Natasha had failed to follow the golden rule laid down by so many clever people, especially the French, that tells a newly married young girl not to neglect herself, not to drop the things she is good at, to take even more care over her appearance than when she was a maid and to make every effort to stay as attractive to her husband as she was before he came to be her husband. Natasha did the very opposite: she immediately dropped all the things that had charmed everybody else, including the one thing she was really good at – her singing. She gave it up precisely because of its charming effect on people. In the words of the popular phrase, she let herself go. Natasha didn’t bother any more about nice manners or choosing her words carefully, she made no attempt to show herself off to advantage or look her best when her husband was around, and she didn’t hesitate to make demands on him. She flagrantly broke every one of these rules. She felt that the seductive arts that had come to her by instinct in earlier days couldn’t help but seem ridiculous now to her husband, to whom she had completely surrendered herself from the first moment – with her whole soul, that is, no corner of which was kept from him. She now felt bound to her husband not by the romantic emotions that had first attracted him to her, but by something different, something hard to define but as strong as the tie between her body and soul.

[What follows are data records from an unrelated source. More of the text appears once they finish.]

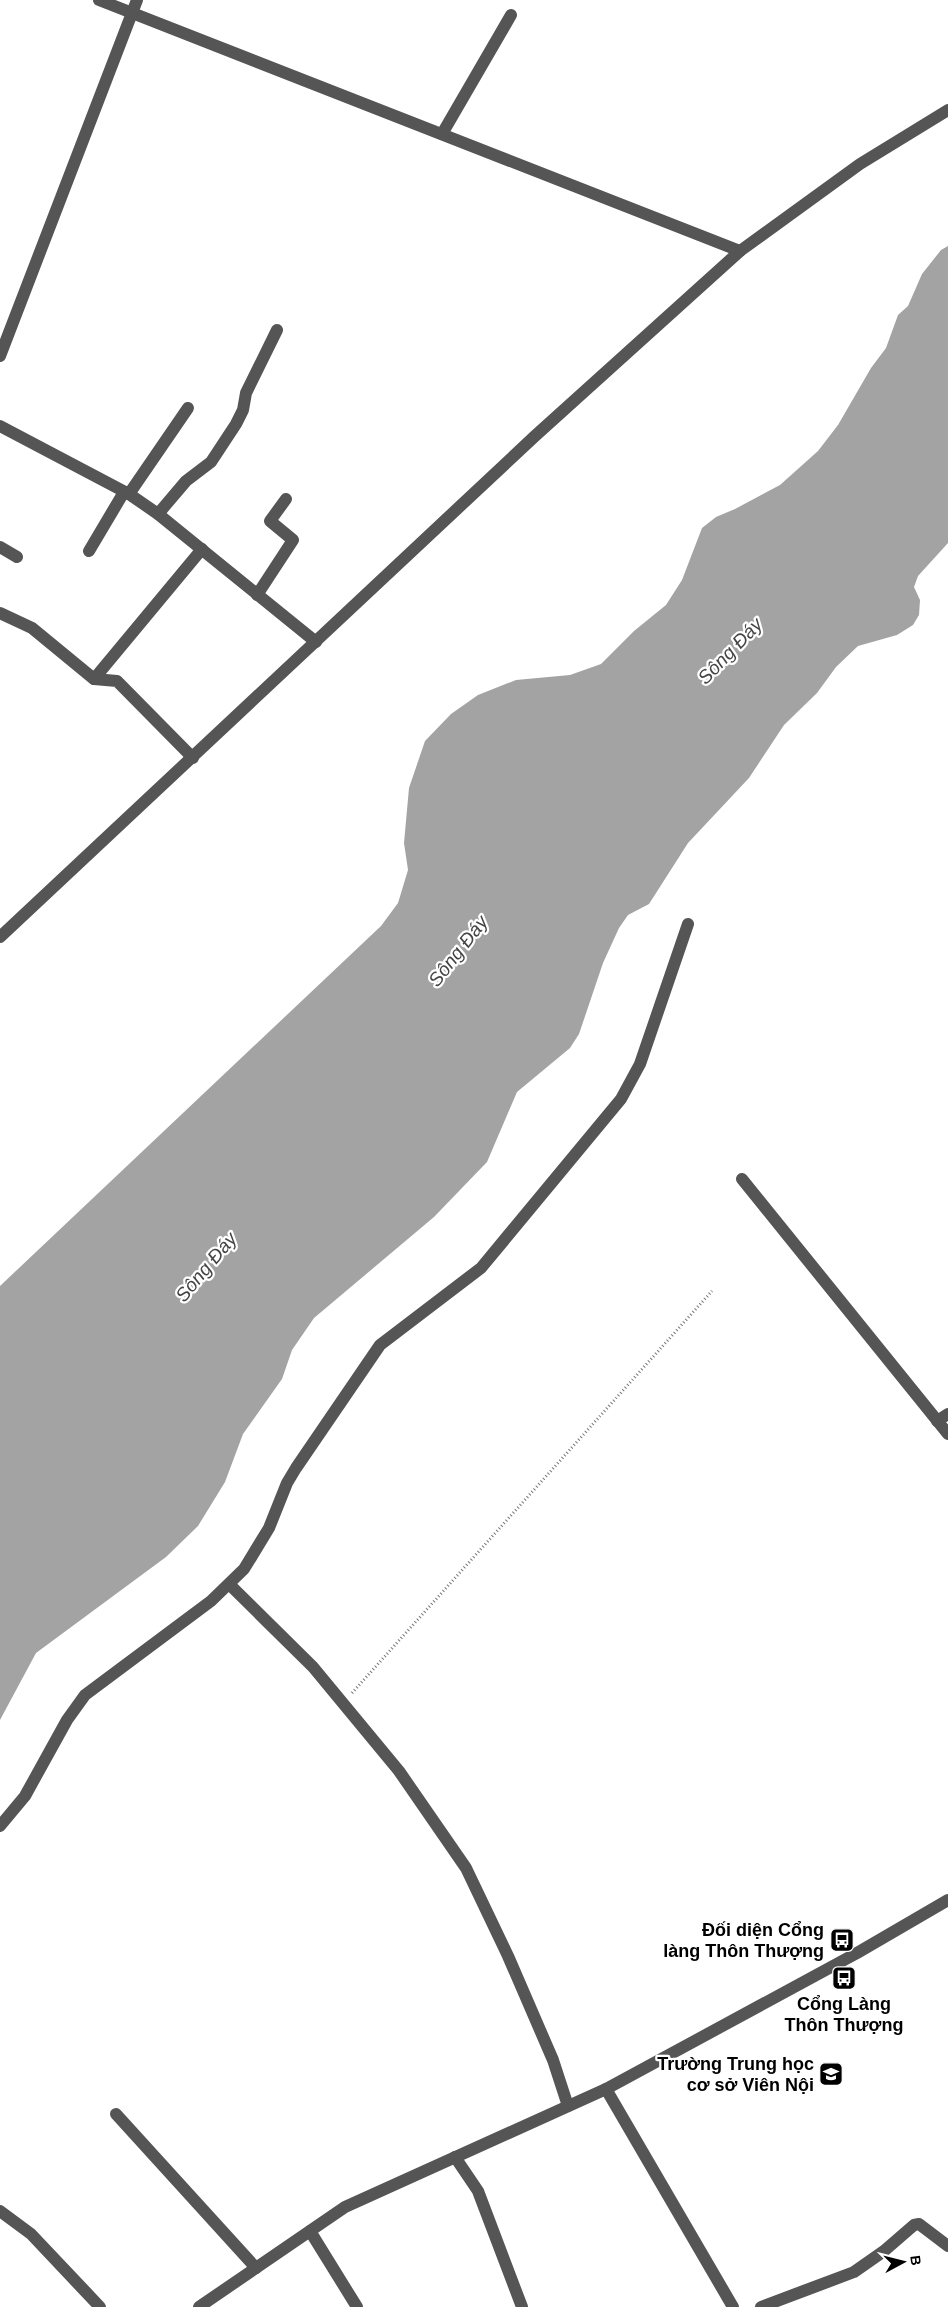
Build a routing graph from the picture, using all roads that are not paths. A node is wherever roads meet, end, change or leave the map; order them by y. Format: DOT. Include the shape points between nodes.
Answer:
graph roads {
  1 [pos="99,0"];
  2 [pos="137,0"];
  3 [pos="132,13"];
  4 [pos="511,15"];
  5 [pos="948,110"];
  6 [pos="442,134"];
  7 [pos="740,250"];
  8 [pos="278,330"];
  9 [pos="0,356"];
  10 [pos="188,408"];
  11 [pos="0,426"];
  12 [pos="126,493"];
  13 [pos="286,499"];
  14 [pos="158,514"];
  15 [pos="0,548"];
  16 [pos="202,549"];
  17 [pos="89,552"];
  18 [pos="18,557"];
  19 [pos="257,595"];
  20 [pos="0,613"];
  21 [pos="316,642"];
  22 [pos="94,679"];
  23 [pos="193,758"];
  24 [pos="688,924"];
  25 [pos="0,937"];
  26 [pos="742,1179"];
  27 [pos="948,1414"];
  28 [pos="937,1421"];
  29 [pos="948,1434"];
  30 [pos="230,1585"];
  31 [pos="0,1826"];
  32 [pos="948,1900"];
  33 [pos="606,2089"];
  34 [pos="568,2106"];
  35 [pos="116,2114"];
  36 [pos="455,2157"];
  37 [pos="0,2211"];
  38 [pos="310,2231"];
  39 [pos="948,2246"];
  40 [pos="256,2268"];
  41 [pos="100,2307"];
  42 [pos="199,2307"];
  43 [pos="357,2307"];
  44 [pos="522,2307"];
  45 [pos="734,2307"];
  46 [pos="761,2307"];
  1 -- 3 [label="street"];
  2 -- 3 [label="street"];
  3 -- 6 [label="street"];
  3 -- 9 [label="street"];
  4 -- 6 [label="street"];
  5 -- 7 [label="street" via="860,164"];
  6 -- 7 [label="street"];
  7 -- 21 [label="street" via="535,436"];
  8 -- 14 [label="street" via="246,393 236,424 211,462 186,481"];
  10 -- 12 [label="street"];
  11 -- 12 [label="street"];
  12 -- 14 [label="street"];
  12 -- 17 [label="street"];
  13 -- 19 [label="street" via="270,521 293,540"];
  14 -- 16 [label="street"];
  15 -- 18 [label="street"];
  16 -- 19 [label="street"];
  16 -- 22 [label="street"];
  19 -- 21 [label="street"];
  20 -- 22 [label="street" via="32,628"];
  21 -- 23 [label="street"];
  22 -- 23 [label="street" via="117,681"];
  23 -- 25 [label="street"];
  24 -- 30 [label="street" via="640,1064 621,1099 481,1268 380,1346 296,1468 255,1553"];
  26 -- 28 [label="street"];
  27 -- 28 [label="street"];
  28 -- 29 [label="street"];
  30 -- 31 [label="street" via="85,1694 25,1796"];
  30 -- 34 [label="street" via="313,1666 399,1771 466,1868 553,2060"];
  32 -- 33 [label="street"];
  33 -- 34 [label="street"];
  33 -- 45 [label="street"];
  34 -- 36 [label="street"];
  35 -- 40 [label="street"];
  36 -- 38 [label="street" via="345,2207"];
  36 -- 44 [label="street" via="478,2191"];
  37 -- 41 [label="street" via="31,2234"];
  38 -- 40 [label="street"];
  38 -- 43 [label="street"];
  39 -- 46 [label="street" via="919,2224 914,2225 854,2272"];
  40 -- 42 [label="street"];
}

Fussing with her hair, dressing up and singing songs just to appeal to her husband would have seemed as weird as adorning herself to please herself. Adorning herself to please other people might have been quite nice – she wasn’t sure – but she simply didn’t have the time. The real reason why she didn’t bother about singing, or grooming herself or picking her words carefully was that she simply didn’t have the time for anything like that.

We all know that people are capable of absorbing themselves in one single subject, however trivial it may seem to be. We also know there is no subject so trivial that it won’t go on infinitely expanding once people have become absorbed in it.

The subject that now absorbed Natasha so completely was her family: her husband, who had to be held on to very firmly to ensure he belonged exclusively to her and the family, and also the children she had to carry, give birth to, nurse and bring up.